Competition is expected to pick up this year from a hybrid product, an LCD monitor with a TV tuner built in. Designed for use as a PC first, it offers the user the ability to receive TV functions from their desktop for just a few dollars more. A 15-inch LCD-TV screen carries a retail price of about $400, vs. a PC LCD screen in the same size for $250. Expect to see sales of flat-panel LCDs impacted by the segment sometime this year, Baker said. Then it will be a challenge to see how the retailer will merchandise and manage the category along with the hybrid category. “Where will it go in the store?”

ViewSonic is betting there is a market for the hybrid product and will add to its product lineup in that segment this year. It already offers a 17-inch, 20-inch and 27-inch. It is questionable whether the PC user needs a 27-inch flat screen, said Ornstead, who noted the customer who does is more likely to be a professional graphics user because they like the screen width.

The hybrid — an LCD with video and computer capabilities — is becoming more of a factor as the consumer becomes savvier. The expectation is that interest in the U.S., which lags behind other countries in this segment, will be more of a factor once LCD TVs take off and the American buyer has a better understanding of flat panel in general. Right now, just 1 percent of the LCDs have video and computer capabilities, while 10 percent do globally, Islas said.

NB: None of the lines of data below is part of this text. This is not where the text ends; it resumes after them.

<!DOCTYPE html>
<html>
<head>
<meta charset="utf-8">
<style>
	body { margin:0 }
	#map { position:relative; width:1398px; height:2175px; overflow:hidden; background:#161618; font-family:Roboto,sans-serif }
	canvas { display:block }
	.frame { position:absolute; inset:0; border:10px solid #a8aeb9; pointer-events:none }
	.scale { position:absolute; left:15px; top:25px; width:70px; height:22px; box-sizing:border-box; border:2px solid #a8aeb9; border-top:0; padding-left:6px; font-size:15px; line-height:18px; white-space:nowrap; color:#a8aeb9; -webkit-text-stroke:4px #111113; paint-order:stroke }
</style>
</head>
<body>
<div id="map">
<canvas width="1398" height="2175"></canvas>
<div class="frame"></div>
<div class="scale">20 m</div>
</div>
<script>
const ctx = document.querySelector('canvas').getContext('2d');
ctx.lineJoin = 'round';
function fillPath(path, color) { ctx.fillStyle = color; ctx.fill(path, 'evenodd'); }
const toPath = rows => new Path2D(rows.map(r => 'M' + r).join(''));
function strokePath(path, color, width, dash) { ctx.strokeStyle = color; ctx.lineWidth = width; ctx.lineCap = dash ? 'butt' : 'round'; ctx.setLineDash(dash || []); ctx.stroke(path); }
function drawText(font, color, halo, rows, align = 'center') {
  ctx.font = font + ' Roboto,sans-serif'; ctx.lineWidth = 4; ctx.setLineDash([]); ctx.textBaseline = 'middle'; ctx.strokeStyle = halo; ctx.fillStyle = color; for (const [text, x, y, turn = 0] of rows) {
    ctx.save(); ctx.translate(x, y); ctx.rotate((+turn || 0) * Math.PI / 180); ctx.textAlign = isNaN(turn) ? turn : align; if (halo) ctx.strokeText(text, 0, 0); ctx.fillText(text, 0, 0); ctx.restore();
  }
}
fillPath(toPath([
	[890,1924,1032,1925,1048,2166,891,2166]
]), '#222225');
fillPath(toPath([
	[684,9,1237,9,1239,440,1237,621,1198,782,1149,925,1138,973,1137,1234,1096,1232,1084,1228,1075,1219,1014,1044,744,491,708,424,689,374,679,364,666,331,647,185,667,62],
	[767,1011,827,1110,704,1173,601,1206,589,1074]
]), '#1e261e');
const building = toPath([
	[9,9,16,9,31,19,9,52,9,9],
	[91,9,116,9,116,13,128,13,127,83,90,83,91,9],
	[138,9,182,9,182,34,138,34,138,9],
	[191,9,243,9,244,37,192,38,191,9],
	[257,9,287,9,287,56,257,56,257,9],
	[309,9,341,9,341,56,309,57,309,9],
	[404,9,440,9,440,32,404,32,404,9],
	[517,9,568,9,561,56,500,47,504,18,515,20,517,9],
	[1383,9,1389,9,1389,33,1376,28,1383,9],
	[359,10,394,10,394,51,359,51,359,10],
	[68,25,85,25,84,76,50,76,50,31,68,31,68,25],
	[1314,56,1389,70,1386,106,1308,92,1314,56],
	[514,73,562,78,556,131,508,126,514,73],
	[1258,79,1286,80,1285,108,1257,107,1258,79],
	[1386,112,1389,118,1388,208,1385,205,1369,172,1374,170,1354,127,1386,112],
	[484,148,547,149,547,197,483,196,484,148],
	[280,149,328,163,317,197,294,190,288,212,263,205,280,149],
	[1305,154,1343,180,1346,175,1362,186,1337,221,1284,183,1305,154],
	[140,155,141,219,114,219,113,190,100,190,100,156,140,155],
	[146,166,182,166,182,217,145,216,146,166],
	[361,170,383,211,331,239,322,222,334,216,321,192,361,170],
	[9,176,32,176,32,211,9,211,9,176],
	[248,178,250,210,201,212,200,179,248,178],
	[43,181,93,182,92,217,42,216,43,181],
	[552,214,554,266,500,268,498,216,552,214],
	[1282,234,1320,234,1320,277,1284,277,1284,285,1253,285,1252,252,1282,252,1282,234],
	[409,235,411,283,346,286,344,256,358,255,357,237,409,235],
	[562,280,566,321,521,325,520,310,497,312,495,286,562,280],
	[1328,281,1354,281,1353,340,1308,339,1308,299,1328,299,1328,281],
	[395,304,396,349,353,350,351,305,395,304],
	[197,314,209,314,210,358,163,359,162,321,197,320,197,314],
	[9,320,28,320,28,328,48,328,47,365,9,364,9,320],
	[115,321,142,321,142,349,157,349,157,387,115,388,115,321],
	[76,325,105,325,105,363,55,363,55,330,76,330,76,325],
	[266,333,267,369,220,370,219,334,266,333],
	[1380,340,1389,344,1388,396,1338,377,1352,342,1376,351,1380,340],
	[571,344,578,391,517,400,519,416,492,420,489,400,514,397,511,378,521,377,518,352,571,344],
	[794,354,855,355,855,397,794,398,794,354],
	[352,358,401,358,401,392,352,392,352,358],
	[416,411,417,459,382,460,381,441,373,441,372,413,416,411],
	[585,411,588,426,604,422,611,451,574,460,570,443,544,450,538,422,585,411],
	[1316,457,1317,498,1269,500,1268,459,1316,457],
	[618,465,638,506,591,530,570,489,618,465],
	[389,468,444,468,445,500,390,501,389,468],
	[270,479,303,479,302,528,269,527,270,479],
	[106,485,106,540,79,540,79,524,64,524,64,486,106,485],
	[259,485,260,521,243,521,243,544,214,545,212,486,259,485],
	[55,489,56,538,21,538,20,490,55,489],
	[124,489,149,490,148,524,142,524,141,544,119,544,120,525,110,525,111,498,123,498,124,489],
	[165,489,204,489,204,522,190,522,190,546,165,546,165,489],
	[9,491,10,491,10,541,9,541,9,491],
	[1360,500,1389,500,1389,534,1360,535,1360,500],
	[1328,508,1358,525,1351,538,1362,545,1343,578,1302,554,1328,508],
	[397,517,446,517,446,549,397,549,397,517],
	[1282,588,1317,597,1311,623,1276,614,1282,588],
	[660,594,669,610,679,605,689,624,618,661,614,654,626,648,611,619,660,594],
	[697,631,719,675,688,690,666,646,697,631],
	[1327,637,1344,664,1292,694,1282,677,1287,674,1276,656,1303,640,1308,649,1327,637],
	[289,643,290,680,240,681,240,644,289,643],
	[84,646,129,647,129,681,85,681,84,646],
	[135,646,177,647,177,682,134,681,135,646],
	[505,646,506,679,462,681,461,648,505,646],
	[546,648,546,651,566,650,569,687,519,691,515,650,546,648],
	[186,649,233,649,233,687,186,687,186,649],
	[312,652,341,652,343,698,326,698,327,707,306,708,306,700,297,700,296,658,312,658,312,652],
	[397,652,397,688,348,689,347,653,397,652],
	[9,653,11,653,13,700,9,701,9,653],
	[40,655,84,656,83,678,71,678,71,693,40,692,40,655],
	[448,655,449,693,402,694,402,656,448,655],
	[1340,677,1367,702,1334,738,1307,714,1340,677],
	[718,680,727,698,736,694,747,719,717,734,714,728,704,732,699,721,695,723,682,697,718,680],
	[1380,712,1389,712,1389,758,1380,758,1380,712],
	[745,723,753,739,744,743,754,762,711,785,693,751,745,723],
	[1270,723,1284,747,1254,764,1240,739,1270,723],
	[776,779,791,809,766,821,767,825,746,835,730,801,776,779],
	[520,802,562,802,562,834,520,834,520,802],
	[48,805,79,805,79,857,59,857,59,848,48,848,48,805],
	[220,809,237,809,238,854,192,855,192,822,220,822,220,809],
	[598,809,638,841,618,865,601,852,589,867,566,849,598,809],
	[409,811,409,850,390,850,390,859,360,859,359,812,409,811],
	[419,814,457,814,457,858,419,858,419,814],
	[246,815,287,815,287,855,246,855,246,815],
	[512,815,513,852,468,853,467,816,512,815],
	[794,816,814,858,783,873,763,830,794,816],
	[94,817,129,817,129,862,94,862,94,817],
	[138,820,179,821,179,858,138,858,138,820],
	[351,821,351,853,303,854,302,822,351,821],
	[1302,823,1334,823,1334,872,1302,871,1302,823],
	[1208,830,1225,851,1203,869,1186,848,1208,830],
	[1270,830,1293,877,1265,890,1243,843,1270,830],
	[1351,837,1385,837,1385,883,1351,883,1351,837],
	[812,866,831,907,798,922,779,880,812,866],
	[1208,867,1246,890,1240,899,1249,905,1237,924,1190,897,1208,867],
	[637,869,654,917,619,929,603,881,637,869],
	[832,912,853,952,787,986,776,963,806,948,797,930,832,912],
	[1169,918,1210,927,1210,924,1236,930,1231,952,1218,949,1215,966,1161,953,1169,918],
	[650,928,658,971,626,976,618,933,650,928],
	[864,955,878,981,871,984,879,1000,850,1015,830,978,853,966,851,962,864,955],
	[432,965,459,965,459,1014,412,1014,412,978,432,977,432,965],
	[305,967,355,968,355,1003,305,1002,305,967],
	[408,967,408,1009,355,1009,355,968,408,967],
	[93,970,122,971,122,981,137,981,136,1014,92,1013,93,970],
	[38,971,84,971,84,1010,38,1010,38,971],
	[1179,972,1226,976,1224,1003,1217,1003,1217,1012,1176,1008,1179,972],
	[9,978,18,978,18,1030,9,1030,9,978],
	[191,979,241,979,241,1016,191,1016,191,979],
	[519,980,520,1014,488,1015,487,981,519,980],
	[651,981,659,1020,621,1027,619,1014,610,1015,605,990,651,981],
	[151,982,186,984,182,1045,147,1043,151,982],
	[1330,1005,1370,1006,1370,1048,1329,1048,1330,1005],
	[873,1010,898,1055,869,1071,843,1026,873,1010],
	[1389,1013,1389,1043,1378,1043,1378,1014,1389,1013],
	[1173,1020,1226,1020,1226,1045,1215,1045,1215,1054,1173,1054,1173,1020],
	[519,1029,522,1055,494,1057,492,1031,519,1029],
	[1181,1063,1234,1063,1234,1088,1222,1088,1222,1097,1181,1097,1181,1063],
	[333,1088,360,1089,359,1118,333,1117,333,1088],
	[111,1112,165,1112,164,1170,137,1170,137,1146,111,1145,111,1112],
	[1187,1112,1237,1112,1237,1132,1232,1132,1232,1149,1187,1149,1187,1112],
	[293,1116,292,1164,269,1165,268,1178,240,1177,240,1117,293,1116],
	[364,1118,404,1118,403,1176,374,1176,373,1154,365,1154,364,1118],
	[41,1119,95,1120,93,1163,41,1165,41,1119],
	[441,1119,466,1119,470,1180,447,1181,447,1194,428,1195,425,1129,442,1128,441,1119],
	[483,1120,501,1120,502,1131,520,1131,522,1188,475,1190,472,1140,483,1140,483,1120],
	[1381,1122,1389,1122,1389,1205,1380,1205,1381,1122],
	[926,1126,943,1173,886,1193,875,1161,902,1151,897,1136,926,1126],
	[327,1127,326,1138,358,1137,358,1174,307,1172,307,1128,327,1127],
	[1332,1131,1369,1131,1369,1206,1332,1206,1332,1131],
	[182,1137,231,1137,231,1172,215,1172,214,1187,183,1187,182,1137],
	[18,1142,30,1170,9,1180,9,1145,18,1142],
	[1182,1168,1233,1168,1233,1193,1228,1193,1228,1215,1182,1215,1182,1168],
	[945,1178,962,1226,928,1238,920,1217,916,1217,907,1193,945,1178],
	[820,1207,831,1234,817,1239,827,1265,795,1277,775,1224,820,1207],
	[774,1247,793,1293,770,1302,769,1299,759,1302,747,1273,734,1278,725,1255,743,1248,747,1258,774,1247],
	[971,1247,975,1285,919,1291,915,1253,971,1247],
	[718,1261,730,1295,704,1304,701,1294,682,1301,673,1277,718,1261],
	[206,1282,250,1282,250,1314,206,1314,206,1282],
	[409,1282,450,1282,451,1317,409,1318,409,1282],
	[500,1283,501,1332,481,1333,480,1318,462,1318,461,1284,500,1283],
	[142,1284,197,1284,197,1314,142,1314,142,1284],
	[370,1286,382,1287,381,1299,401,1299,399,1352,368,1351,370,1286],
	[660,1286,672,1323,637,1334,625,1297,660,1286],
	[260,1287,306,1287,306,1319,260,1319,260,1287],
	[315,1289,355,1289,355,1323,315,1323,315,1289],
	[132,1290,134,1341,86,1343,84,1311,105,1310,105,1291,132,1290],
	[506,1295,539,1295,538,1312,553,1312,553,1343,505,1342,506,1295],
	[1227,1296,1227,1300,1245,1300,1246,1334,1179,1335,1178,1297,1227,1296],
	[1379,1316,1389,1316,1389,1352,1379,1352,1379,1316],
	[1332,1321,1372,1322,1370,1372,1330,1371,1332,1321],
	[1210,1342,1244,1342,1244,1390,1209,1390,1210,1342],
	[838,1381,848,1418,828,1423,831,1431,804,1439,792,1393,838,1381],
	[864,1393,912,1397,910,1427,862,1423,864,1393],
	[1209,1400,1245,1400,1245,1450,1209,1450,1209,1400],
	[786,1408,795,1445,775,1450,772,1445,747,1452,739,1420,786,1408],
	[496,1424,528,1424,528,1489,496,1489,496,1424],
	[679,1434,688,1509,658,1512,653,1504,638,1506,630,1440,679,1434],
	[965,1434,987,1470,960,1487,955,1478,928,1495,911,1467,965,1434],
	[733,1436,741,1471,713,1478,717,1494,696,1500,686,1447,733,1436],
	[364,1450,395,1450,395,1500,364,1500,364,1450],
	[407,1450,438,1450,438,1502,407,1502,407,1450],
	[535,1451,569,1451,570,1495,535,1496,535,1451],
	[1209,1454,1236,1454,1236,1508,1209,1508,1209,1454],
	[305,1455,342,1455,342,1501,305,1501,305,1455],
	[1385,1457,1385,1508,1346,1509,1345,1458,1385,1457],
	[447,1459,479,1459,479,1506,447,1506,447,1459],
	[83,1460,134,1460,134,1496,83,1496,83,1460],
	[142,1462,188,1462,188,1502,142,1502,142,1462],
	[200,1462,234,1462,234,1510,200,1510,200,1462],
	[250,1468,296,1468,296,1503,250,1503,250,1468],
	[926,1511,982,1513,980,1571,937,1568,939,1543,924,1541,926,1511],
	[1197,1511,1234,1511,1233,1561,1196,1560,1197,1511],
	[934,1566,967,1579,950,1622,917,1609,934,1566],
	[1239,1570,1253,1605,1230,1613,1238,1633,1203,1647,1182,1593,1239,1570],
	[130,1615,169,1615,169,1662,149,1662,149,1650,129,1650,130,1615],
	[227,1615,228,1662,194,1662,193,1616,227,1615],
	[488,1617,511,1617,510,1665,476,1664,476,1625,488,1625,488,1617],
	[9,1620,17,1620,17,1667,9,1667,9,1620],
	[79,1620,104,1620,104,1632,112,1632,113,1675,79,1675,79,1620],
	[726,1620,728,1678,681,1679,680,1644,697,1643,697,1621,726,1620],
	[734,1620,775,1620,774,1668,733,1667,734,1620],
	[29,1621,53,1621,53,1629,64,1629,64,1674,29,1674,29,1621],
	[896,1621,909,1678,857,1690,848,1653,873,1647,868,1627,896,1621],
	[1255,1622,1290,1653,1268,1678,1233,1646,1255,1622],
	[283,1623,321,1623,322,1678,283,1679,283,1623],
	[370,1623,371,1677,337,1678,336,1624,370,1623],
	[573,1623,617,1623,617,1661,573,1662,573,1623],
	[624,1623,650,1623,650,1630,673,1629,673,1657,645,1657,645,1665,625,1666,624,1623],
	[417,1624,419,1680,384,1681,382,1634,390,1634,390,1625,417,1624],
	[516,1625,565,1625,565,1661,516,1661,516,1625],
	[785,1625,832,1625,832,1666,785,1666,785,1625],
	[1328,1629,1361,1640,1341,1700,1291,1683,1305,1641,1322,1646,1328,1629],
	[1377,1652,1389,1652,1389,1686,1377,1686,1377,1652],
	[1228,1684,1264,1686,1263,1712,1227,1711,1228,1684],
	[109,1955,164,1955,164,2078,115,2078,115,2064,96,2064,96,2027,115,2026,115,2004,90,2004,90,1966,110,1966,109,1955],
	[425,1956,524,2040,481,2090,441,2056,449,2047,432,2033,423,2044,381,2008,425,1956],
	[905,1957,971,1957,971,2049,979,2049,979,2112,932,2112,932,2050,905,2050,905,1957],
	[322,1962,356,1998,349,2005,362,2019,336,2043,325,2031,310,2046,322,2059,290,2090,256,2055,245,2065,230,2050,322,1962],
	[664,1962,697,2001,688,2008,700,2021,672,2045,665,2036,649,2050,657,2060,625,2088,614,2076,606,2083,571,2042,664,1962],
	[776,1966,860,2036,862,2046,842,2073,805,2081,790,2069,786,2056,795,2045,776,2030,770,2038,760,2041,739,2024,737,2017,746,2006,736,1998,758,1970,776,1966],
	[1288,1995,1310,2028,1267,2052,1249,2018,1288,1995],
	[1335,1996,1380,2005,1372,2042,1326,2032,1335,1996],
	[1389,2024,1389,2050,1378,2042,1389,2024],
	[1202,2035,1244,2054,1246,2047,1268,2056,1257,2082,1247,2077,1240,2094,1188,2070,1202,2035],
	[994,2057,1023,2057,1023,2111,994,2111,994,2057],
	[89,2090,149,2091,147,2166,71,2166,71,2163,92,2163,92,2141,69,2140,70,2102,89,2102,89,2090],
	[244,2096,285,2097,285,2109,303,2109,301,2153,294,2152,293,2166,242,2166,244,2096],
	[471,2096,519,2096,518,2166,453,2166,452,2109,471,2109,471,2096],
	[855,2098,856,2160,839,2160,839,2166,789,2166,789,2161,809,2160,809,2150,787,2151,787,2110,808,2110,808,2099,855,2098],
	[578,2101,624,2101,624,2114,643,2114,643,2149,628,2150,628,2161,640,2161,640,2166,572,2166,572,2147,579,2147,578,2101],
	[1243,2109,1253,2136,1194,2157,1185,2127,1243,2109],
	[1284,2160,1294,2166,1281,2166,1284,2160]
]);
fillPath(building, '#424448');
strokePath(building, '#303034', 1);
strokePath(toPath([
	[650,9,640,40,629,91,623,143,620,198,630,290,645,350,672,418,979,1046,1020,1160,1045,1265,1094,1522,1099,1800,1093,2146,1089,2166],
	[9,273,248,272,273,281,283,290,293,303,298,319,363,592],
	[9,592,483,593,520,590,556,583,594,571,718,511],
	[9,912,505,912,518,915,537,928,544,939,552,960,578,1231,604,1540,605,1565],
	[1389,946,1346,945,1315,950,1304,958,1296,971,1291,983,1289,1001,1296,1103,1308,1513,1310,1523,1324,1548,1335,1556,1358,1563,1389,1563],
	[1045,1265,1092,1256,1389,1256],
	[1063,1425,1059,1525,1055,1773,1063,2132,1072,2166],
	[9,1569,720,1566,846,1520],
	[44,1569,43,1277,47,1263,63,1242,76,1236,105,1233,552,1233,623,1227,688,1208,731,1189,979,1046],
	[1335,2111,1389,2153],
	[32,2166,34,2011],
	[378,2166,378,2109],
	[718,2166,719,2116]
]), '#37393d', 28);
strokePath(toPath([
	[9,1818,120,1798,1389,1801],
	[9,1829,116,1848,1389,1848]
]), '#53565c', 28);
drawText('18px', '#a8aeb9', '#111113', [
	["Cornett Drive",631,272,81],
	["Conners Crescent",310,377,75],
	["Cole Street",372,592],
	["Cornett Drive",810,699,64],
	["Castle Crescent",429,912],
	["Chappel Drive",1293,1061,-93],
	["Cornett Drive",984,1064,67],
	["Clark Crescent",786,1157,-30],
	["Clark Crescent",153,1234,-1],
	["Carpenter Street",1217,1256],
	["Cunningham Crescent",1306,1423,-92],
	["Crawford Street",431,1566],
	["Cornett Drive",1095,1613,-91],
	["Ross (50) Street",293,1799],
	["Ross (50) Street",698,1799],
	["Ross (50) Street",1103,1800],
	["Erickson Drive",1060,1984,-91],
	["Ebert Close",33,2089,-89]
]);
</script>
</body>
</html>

“Next year, 5 percent of all sales will be LCDs with computer and TV capabilities,” said Islas. More people are now seeking out what was once a niche product. A 15-inch, which runs for about $499, is being bought by people that need a second TV but also need a computer monitor.”

Samsung will put muscle behind its larger screen sizes for this year, and will concentrate on 19-, 20-, 21-, 24- and 42-inch screens — the largest being made available in plasma technology.

Industrywide, the 19-inch LCD monitor, which accounted for 2 percent of sales in 2003, should rise to 3 percent this year, said Islas. The consumer wants the 19-inch screen (expected to reach $799 average street price this year) more and more in their home office, and they are becoming more and more interested in the 21-inch size, which is selling for about $1,199.

Overall, predicted Islas, “2004 will be a strong year. Larger screens will get more visibility and there will be more demand for digital interface. The screens will get smaller and thinner, with some less than one-inch in depth.”